*** SOURCE INFORMATION

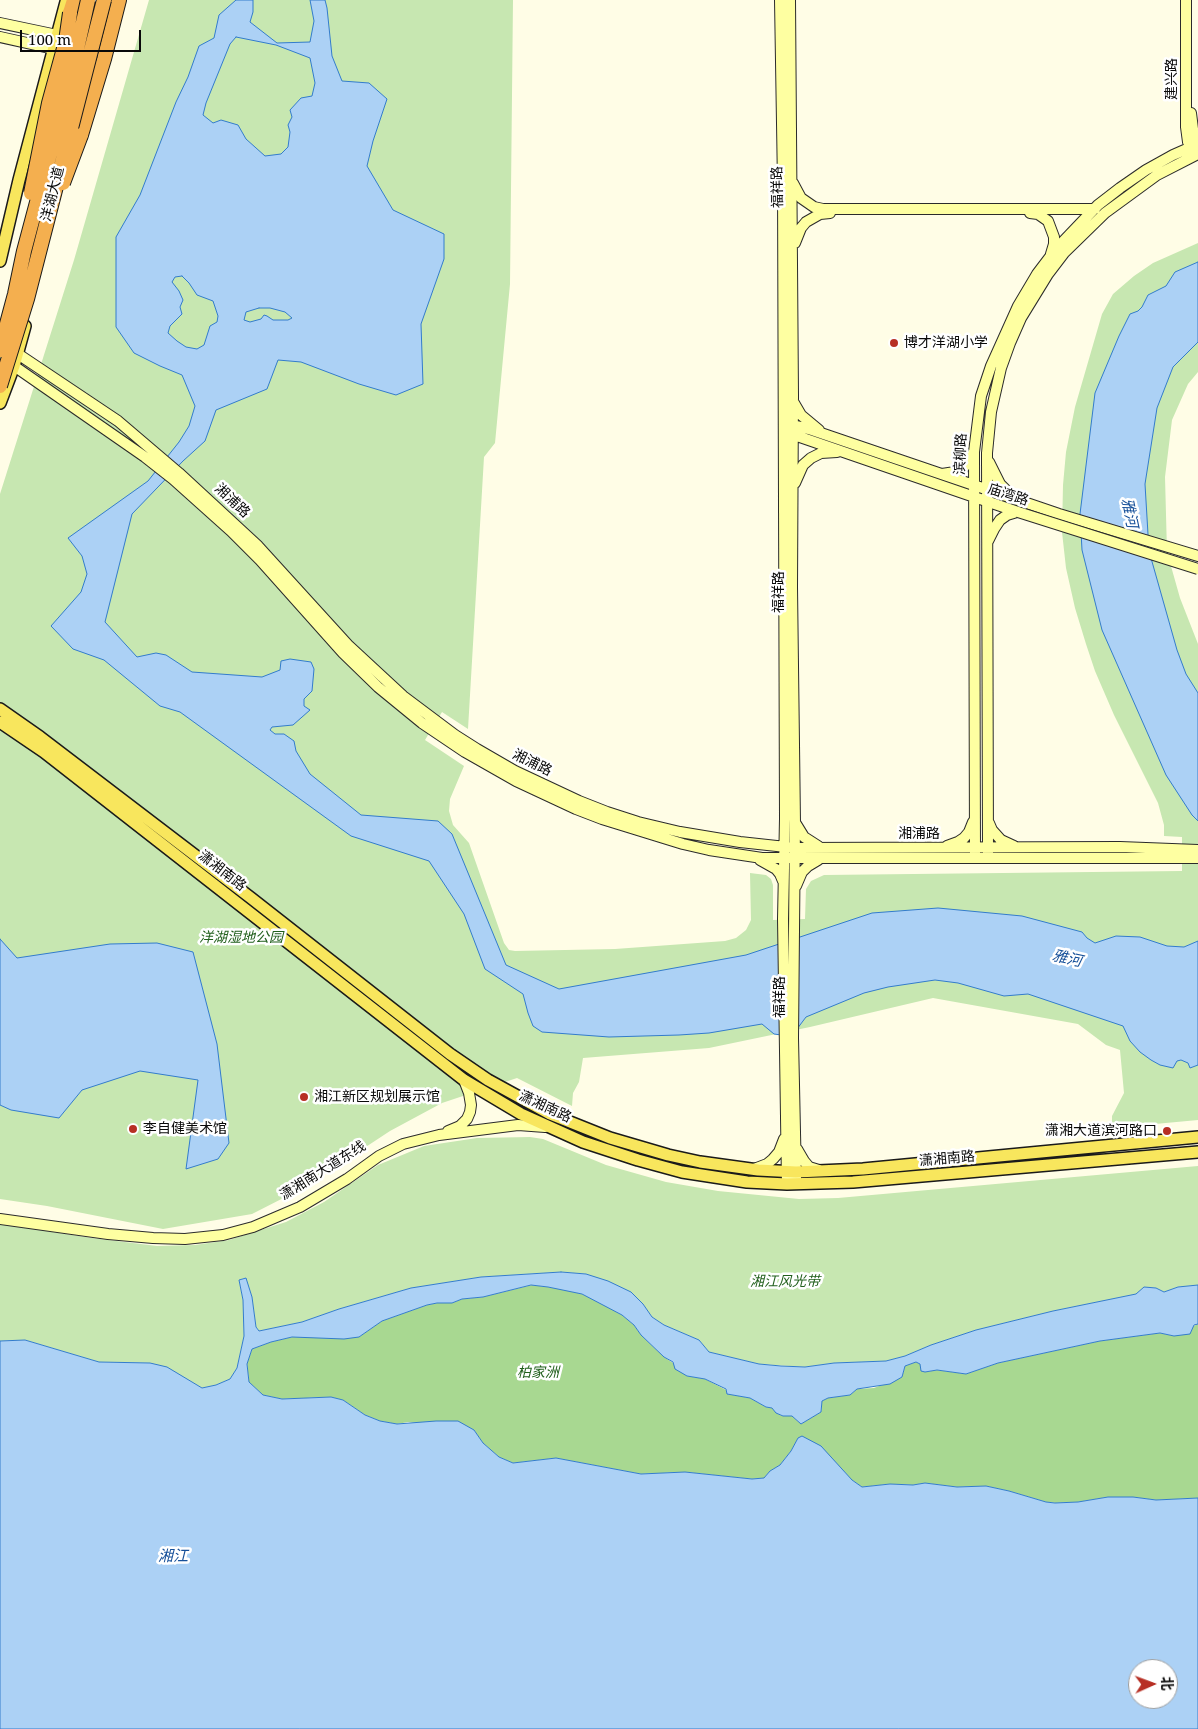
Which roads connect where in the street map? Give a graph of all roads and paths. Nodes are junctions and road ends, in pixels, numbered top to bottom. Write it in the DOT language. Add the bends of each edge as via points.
graph roads {
  1 [pos="67,0"];
  2 [pos="74,0"];
  3 [pos="88,0"];
  4 [pos="104,0"];
  5 [pos="109,0"];
  6 [pos="119,0"];
  7 [pos="780,0"];
  8 [pos="790,0"];
  9 [pos="1186,0"];
  10 [pos="1192,0"];
  11 [pos="0,23"];
  12 [pos="57,35"];
  13 [pos="0,37"];
  14 [pos="54,48"];
  15 [pos="1189,123"];
  16 [pos="1198,129"];
  17 [pos="1196,148"];
  18 [pos="1174,155"];
  19 [pos="792,176"];
  20 [pos="1095,208"];
  21 [pos="24,251"];
  22 [pos="792,254"];
  23 [pos="1050,258"];
  24 [pos="0,261"];
  25 [pos="37,262"];
  26 [pos="0,344"];
  27 [pos="0,350"];
  28 [pos="18,353"];
  29 [pos="0,358"];
  30 [pos="14,366"];
  31 [pos="0,386"];
  32 [pos="793,394"];
  33 [pos="0,404"];
  34 [pos="788,429"];
  35 [pos="829,436"];
  36 [pos="974,447"];
  37 [pos="987,449"];
  38 [pos="850,454"];
  39 [pos="152,456"];
  40 [pos="938,474"];
  41 [pos="176,476"];
  42 [pos="940,486"];
  43 [pos="974,486"];
  44 [pos="792,489"];
  45 [pos="987,490"];
  46 [pos="974,498"];
  47 [pos="1020,501"];
  48 [pos="987,503"];
  49 [pos="1018,512"];
  50 [pos="974,533"];
  51 [pos="987,547"];
  52 [pos="1198,556"];
  53 [pos="1198,568"];
  54 [pos="0,709"];
  55 [pos="0,722"];
  56 [pos="974,816"];
  57 [pos="988,817"];
  58 [pos="790,818"];
  59 [pos="757,844"];
  60 [pos="790,847"];
  61 [pos="827,848"];
  62 [pos="937,848"];
  63 [pos="975,848"];
  64 [pos="988,848"];
  65 [pos="1022,848"];
  66 [pos="1198,850"];
  67 [pos="1178,854"];
  68 [pos="749,857"];
  69 [pos="1198,858"];
  70 [pos="790,859"];
  71 [pos="826,859"];
  72 [pos="975,859"];
  73 [pos="988,859"];
  74 [pos="784,893"];
  75 [pos="794,897"];
  76 [pos="788,917"];
  77 [pos="789,1040"];
  78 [pos="464,1080"];
  79 [pos="786,1123"];
  80 [pos="555,1129"];
  81 [pos="1198,1138"];
  82 [pos="796,1141"];
  83 [pos="1198,1152"];
  84 [pos="747,1169"];
  85 [pos="825,1170"];
  86 [pos="792,1172"];
  87 [pos="792,1184"];
  88 [pos="0,1217"];
  1 -- 12 [label="main road"];
  2 -- 21 [label="highway, bridge" via="35,168"];
  3 -- 21 [label="highway, 洋湖大道, bridge"];
  4 -- 25 [label="highway, 洋湖大道, bridge"];
  5 -- 28 [label="main road"];
  6 -- 25 [label="highway, bridge" via="83,128"];
  7 -- 34 [label="main road, 福祥路"];
  8 -- 19 [label="main road, 福祥路"];
  9 -- 15 [label="main road, 建兴路"];
  10 -- 15 [label="main road"];
  11 -- 12 [label="main road"];
  12 -- 14 [label="main road"];
  13 -- 14 [label="main road"];
  14 -- 24 [label="main road"];
  15 -- 16 [label="main road"];
  15 -- 17 [label="main road, 建兴路"];
  15 -- 18 [label="main road" via="1182,145"];
  17 -- 18 [label="main road, 滨柳路"];
  17 -- 37 [label="main road, 滨柳路" via="1105,213 1064,253 1048,274 1021,318 1001,368"];
  18 -- 20 [label="main road, 滨柳路" via="1146,170"];
  19 -- 20 [label="main road" via="801,198 823,209"];
  19 -- 22 [label="main road, 福祥路"];
  20 -- 23 [label="main road, 滨柳路"];
  21 -- 27 [label="highway, 洋湖大道, bridge"];
  22 -- 23 [label="main road" via="801,228 820,214 1031,213 1044,217 1051,229 1054,244"];
  22 -- 32 [label="main road, 福祥路"];
  23 -- 36 [label="main road, 滨柳路" via="1018,306 991,366 982,396"];
  25 -- 31 [label="highway, 洋湖大道, bridge"];
  26 -- 28 [label="main road, 湘浦路"];
  28 -- 30 [label="main road"];
  28 -- 39 [label="main road, 湘浦路" via="118,421"];
  29 -- 30 [label="main road, 湘浦路"];
  30 -- 33 [label="main road"];
  30 -- 39 [label="main road, 湘浦路"];
  32 -- 34 [label="main road, 福祥路"];
  32 -- 35 [label="main road" via="801,415"];
  34 -- 35 [label="main road, 庙湾路"];
  34 -- 38 [label="main road, 庙湾路"];
  34 -- 44 [label="main road, 福祥路"];
  34 -- 58 [label="main road, 福祥路"];
  35 -- 40 [label="main road, 庙湾路"];
  36 -- 40 [label="main road" via="972,456 962,468"];
  36 -- 43 [label="main road, 滨柳路"];
  37 -- 45 [label="main road, 滨柳路"];
  37 -- 47 [label="main road" via="1000,484"];
  38 -- 42 [label="main road, 庙湾路"];
  38 -- 44 [label="main road" via="821,453 812,458 804,465"];
  39 -- 41 [label="main road, 湘浦路"];
  40 -- 43 [label="main road, 庙湾路"];
  41 -- 59 [label="main road, 湘浦路" via="258,546 363,660 403,696 455,735 515,771 607,812 680,832"];
  41 -- 68 [label="main road, 湘浦路" via="378,687 422,723 465,752 516,781 602,819 701,848"];
  42 -- 46 [label="main road, 庙湾路"];
  42 -- 50 [label="main road" via="962,499 971,516"];
  43 -- 45 [label="main road, 庙湾路"];
  43 -- 46 [label="main road, 滨柳路"];
  44 -- 58 [label="main road, 福祥路"];
  45 -- 47 [label="main road, 庙湾路"];
  45 -- 48 [label="main road, 滨柳路"];
  46 -- 48 [label="main road, 庙湾路"];
  46 -- 50 [label="main road, 滨柳路"];
  47 -- 52 [label="main road, 庙湾路"];
  48 -- 49 [label="main road, 庙湾路"];
  48 -- 51 [label="main road, 滨柳路"];
  49 -- 51 [label="main road" via="1000,520"];
  49 -- 53 [label="main road, 庙湾路, bridge"];
  50 -- 56 [label="main road, 滨柳路"];
  51 -- 57 [label="main road, 滨柳路"];
  54 -- 84 [label="main road, 潇湘南路" via="488,1080 550,1114 610,1138 668,1155"];
  55 -- 78 [label="main road, 潇湘南路" via="44,752"];
  56 -- 62 [label="main road" via="964,838"];
  56 -- 63 [label="main road, 滨柳路"];
  57 -- 64 [label="main road, 滨柳路"];
  57 -- 65 [label="main road" via="992,830 1001,840"];
  58 -- 59 [label="main road" via="777,838"];
  58 -- 60 [label="main road, 福祥路"];
  58 -- 61 [label="main road" via="804,837 816,846"];
  59 -- 60 [label="main road, 湘浦路"];
  60 -- 61 [label="main road, 湘浦路"];
  60 -- 70 [label="main road, 福祥路"];
  61 -- 62 [label="main road, 湘浦路"];
  62 -- 63 [label="main road, 湘浦路"];
  63 -- 64 [label="main road, 湘浦路"];
  63 -- 72 [label="main road, 滨柳路"];
  64 -- 65 [label="main road, 湘浦路"];
  64 -- 73 [label="main road, 滨柳路"];
  65 -- 67 [label="main road, 湘浦路" via="1120,848"];
  66 -- 67 [label="main road, 湘浦路"];
  67 -- 69 [label="main road, 湘浦路"];
  67 -- 73 [label="main road, 湘浦路"];
  68 -- 70 [label="main road, 湘浦路"];
  68 -- 74 [label="main road" via="776,868"];
  70 -- 71 [label="main road, 湘浦路"];
  70 -- 74 [label="main road, 福祥路"];
  70 -- 75 [label="main road, 福祥路"];
  71 -- 72 [label="main road, 湘浦路"];
  71 -- 75 [label="main road" via="814,862 802,872"];
  72 -- 73 [label="main road, 湘浦路"];
  74 -- 76 [label="main road, 福祥路"];
  75 -- 76 [label="main road, 福祥路"];
  76 -- 77 [label="main road, 福祥路"];
  77 -- 79 [label="main road, 福祥路"];
  77 -- 82 [label="main road, 福祥路"];
  78 -- 80 [label="main road, 潇湘南路"];
  78 -- 88 [label="main road, 潇湘南大道东线" via="472,1105 467,1119 460,1126 403,1141 294,1207 242,1227 172,1236"];
  79 -- 84 [label="main road" via="783,1145 773,1159 761,1167"];
  79 -- 86 [label="main road, 福祥路"];
  80 -- 87 [label="main road, 潇湘南路" via="599,1148 661,1167 747,1182"];
  80 -- 88 [label="main road, 潇湘南大道东线" via="518,1125 422,1138 403,1144 300,1208 223,1235 160,1239"];
  81 -- 85 [label="main road, 潇湘南路"];
  82 -- 85 [label="main road" via="804,1161"];
  82 -- 86 [label="main road, 福祥路"];
  83 -- 87 [label="main road, 潇湘南路" via="853,1182"];
  84 -- 86 [label="main road, 潇湘南路"];
  85 -- 86 [label="main road, 潇湘南路"];
  86 -- 87 [label="main road, 福祥路"];
}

******

WHAT NEEDS TO BE DONE -
From the listing above, return every line that carries the string "潇湘南路".

RESULT OF THIS TASK -
  54 -- 84 [label="main road, 潇湘南路" via="488,1080 550,1114 610,1138 668,1155"];
  55 -- 78 [label="main road, 潇湘南路" via="44,752"];
  78 -- 80 [label="main road, 潇湘南路"];
  80 -- 87 [label="main road, 潇湘南路" via="599,1148 661,1167 747,1182"];
  81 -- 85 [label="main road, 潇湘南路"];
  83 -- 87 [label="main road, 潇湘南路" via="853,1182"];
  84 -- 86 [label="main road, 潇湘南路"];
  85 -- 86 [label="main road, 潇湘南路"];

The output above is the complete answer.